We send all monitor metrics to DataDog. When a monitor fails, the appropriate teams will get a Slack notification with the full stack trace. A DataDog monitor will also be triggered, alerting the appropriate teams.
For browser monitors, we upload screenshots and Puppeteer tracing files to S3, then share links within each Slack hook. This allows people to figure out what's going on just by clicking links in Slack.
We were planning to improve this setup in the future, but it's good enough for us right now. For example, CircleCI goes degrades frequently so we sometimes get spotty coverage. We basically spend < $200/month with CircleCI to monitor about 300 APIs/pages every minute.
I second this. Been using the free plan of UptimeRobot for years without a problem. It pings your website every 5 minutes and you get an email alert when it’s down.
I've had a bad experience with Uptime Robot - it only checked our server via IPv4. We didn't know IPv6 was down for far too long (it was a DNS problem).

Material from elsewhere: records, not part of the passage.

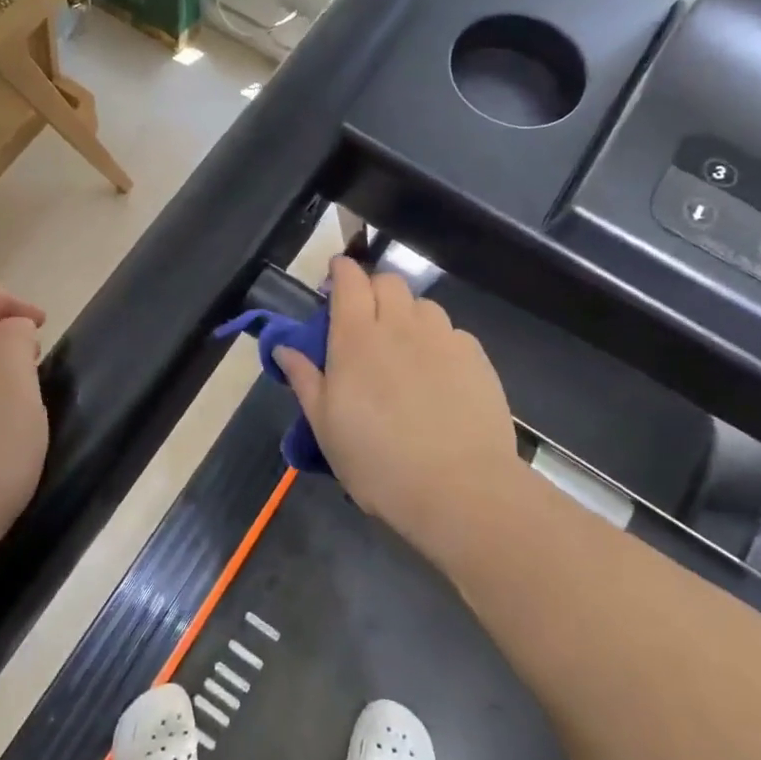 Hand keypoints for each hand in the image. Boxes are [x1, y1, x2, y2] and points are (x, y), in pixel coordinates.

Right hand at [275, 258, 521, 566]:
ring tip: (403, 349)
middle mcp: (400, 325)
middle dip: (373, 289)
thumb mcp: (326, 426)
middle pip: (388, 282)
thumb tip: (284, 348)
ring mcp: (443, 338)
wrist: (458, 488)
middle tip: (364, 321)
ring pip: (422, 305)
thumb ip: (305, 379)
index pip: (349, 280)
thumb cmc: (378, 462)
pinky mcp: (476, 357)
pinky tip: (437, 375)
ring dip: (407, 314)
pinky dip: (437, 341)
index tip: (335, 278)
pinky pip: (451, 332)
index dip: (341, 271)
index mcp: (356, 337) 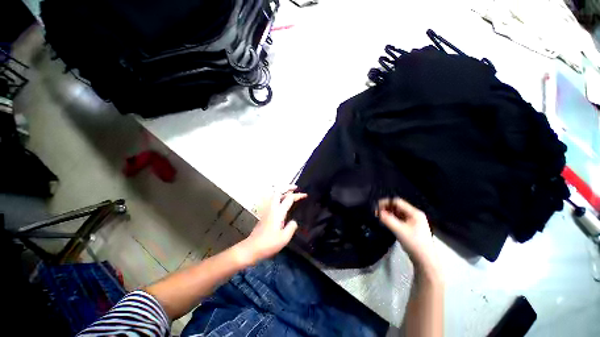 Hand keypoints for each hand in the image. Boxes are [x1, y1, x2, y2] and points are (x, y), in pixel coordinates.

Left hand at [239, 187, 306, 263]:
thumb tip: (294, 221)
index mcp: (278, 212)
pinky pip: (273, 200)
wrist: (252, 248)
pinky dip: (279, 197)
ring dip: (283, 191)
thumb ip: (291, 227)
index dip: (298, 195)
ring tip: (290, 192)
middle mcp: (272, 208)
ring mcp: (267, 210)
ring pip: (274, 195)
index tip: (305, 195)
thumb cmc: (269, 244)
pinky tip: (282, 202)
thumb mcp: (284, 238)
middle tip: (296, 188)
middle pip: (279, 191)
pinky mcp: (264, 214)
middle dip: (288, 187)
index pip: (289, 199)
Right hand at [377, 198, 437, 270]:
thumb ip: (387, 219)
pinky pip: (399, 219)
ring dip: (388, 213)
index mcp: (414, 213)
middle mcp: (414, 215)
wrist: (425, 260)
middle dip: (386, 208)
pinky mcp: (410, 228)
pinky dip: (391, 219)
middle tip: (376, 212)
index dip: (386, 203)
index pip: (397, 202)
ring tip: (380, 217)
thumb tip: (377, 211)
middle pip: (397, 207)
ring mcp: (413, 221)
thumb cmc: (414, 243)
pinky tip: (386, 222)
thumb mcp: (399, 230)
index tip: (376, 207)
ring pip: (397, 213) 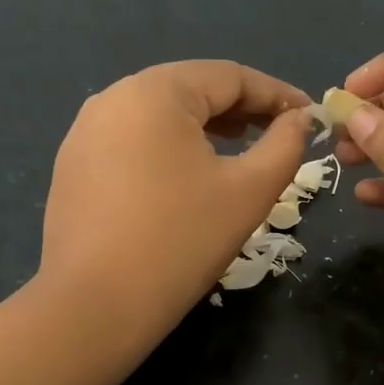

Guess I'm not the only one, and of course my personal site was down for the last three days because the domain registration had expired and couldn't be renewed on an outdated card.
I facepalmed.
But once my setups get a bit more complex I was thinking I'd build webhooks into an analytics server, and ping those from each server with a json request which includes health data for each's databases and other servers.
I'm no where near that so I'll probably sign up for the free plan on uptimerobot later mentioned in other comments.
I basically add a /global-health endpoint on my server. It executes a bunch of checks programmatically - e.g. database connection, rendering working, etc. It would be easy to add in "fail if cert expires in next month".
Then, I monitor just that one endpoint with Stackdriver (because it's easy). If any of the checks fail, it logs it, prints details, and sets a 500 header code. Adding new checks is just a code change.
What tools do you use to monitor uptime of your web apps and/or APIs?
I use a custom AWS Lambda function. It fires every four hours or so, and tries to make an https connection to each configured URL (the URLs are stored in a file in S3) and if the site is either down, or if there is an SSL error (which probably means an expired certificate) then it sends me a text message using SNS.
The whole thing is about 50 lines of code, and that's in Java. And it doesn't even come close to exceeding the free tier limit of Lambda calls, so it doesn't even cost anything so far.
To be fair, I could have used a 3rd party service, but writing this thing was my first foray into using Lambda, so I did it as much for the learning experience as anything. But it works really well, so I doubt I'll replace it anytime soon.
Yeah, it's just using the standard AWS scheduled events stuff. Nothing fancy. Then again, our needs (for now) are pretty simple. I basically just want to know if our website goes down or if our SSL certificate expires or something.
One of the sites is a SaaS offering, but it's not live yet, so I don't need to stay super-on-top-of-it. Once it's live we'll want more frequent monitoring and some other stuff, so we might either move to another approach, or supplement this with something else.
If you want a light (and free) DIY solution, it's pretty straightforward to build a basic uptime monitor (with connections to Slack, SMS, whatever) using Standard Library [0] and Scheduled Tasks, one of our engineers just posted this article (you can build from your browser):
Another option if you don't feel in the mood for DIY is TJ Holowaychuk's Apex Ping: https://apex.sh/ping/. Great service, run by a solo developer, reasonable price.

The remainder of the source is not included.